Yesterday I began to think about space. Although I’d ventured to relatively high altitudes, I’d never been to space. In a vehicle, the highest you can go is the mysterious vehicle barrier at 4,096 meters, where all vehicles mysteriously vanish. I’d flown with a flight-assist device to about 10,000 meters once, but rumours say that there’s something strange far, far above the hills of Second Life. Some say there’s a region where physics are not the same, and where distortions in space-time lead to insanity… and death.
I had to find out if these rumours were true. I strapped on my “skydiving badge” for lift and wore some clothing appropriate to a trip into space — my Starfleet uniform. My destination: one million meters above the ground.
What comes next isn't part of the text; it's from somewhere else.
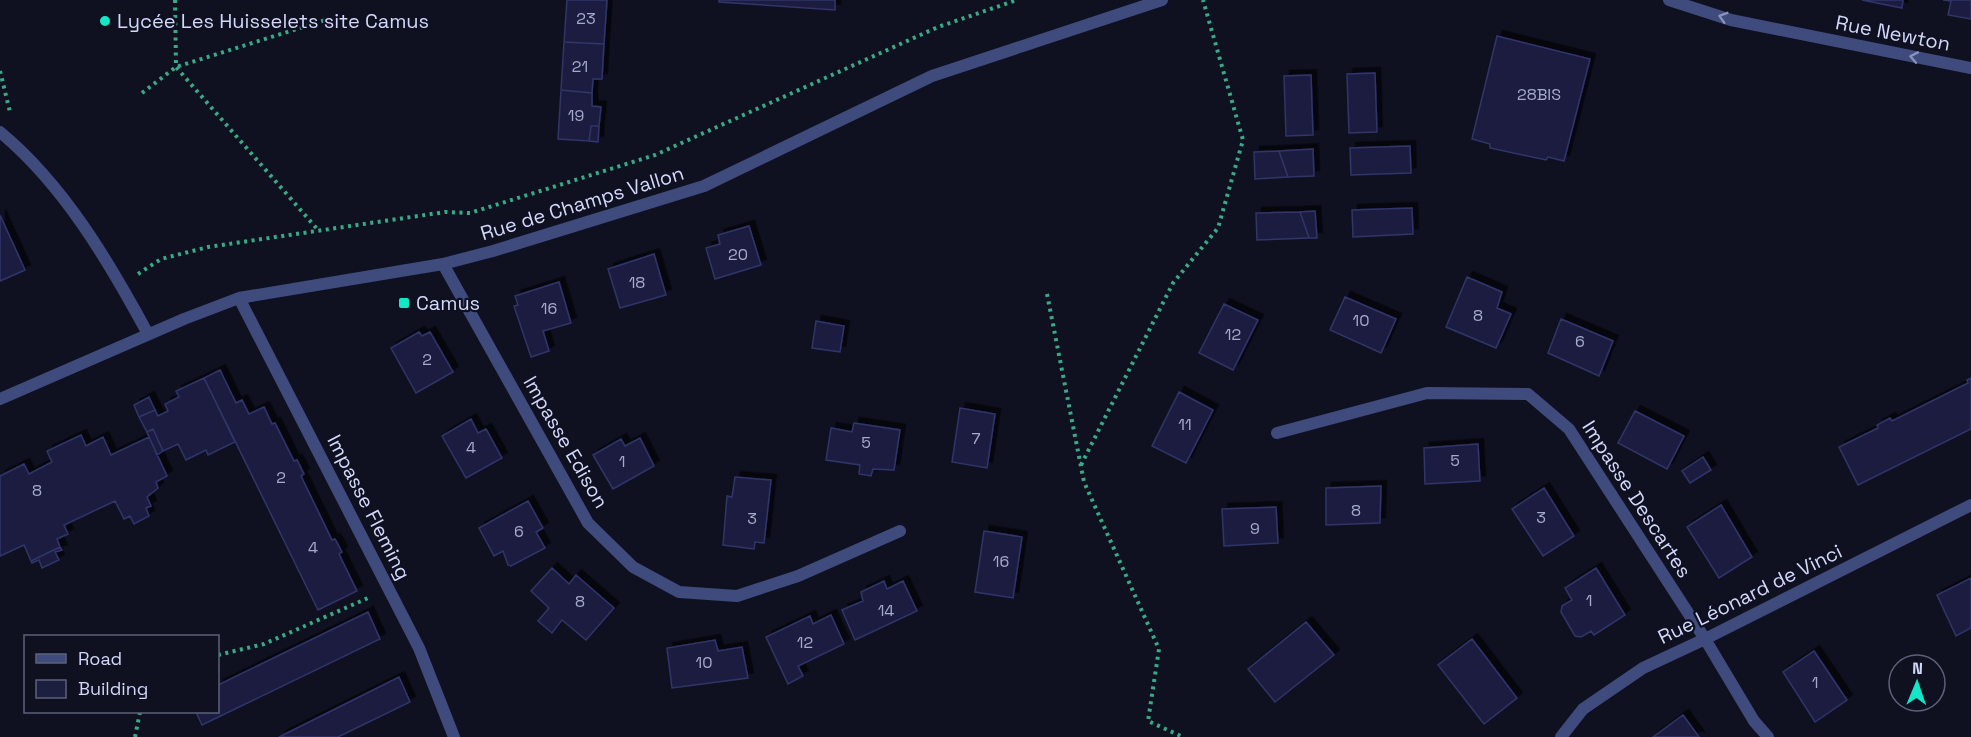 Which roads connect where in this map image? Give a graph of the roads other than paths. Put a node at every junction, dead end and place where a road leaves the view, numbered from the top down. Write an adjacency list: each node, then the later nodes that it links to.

All the way to 750,000 meters over Abbotts Aerodrome, the ascent was fairly predictable. As the ground fell farther away over this flat land, a strange band of darkness developed between the edge of the ground and where the sky began. Overhead the sun was bright, and the sky a dark blue.
Then, suddenly, there was a change. At about 768,000 meters, the sky and ground vanished, thrusting me into utter darkness. My avatar began to shake violently and became somewhat distorted.
I put on my flight jacket, partly to keep out the cold, but also for comfort. Up here, I was utterly alone and in the dark. After a while, the shaking stopped, and everything took on an eerie silence as I watched the digits on my altimeter rush towards one million.
I had made it to my target. I was one million meters above Abbotts Aerodrome, although not quite in the same shape as when I left it.
My return to the ground was less dignified. I flew into Cordova and began to fall. Impatient to reach the ground, I re-logged to find my avatar lying on a Cordova hillside in a puddle of its own blood. No matter. I have seen space, the final frontier.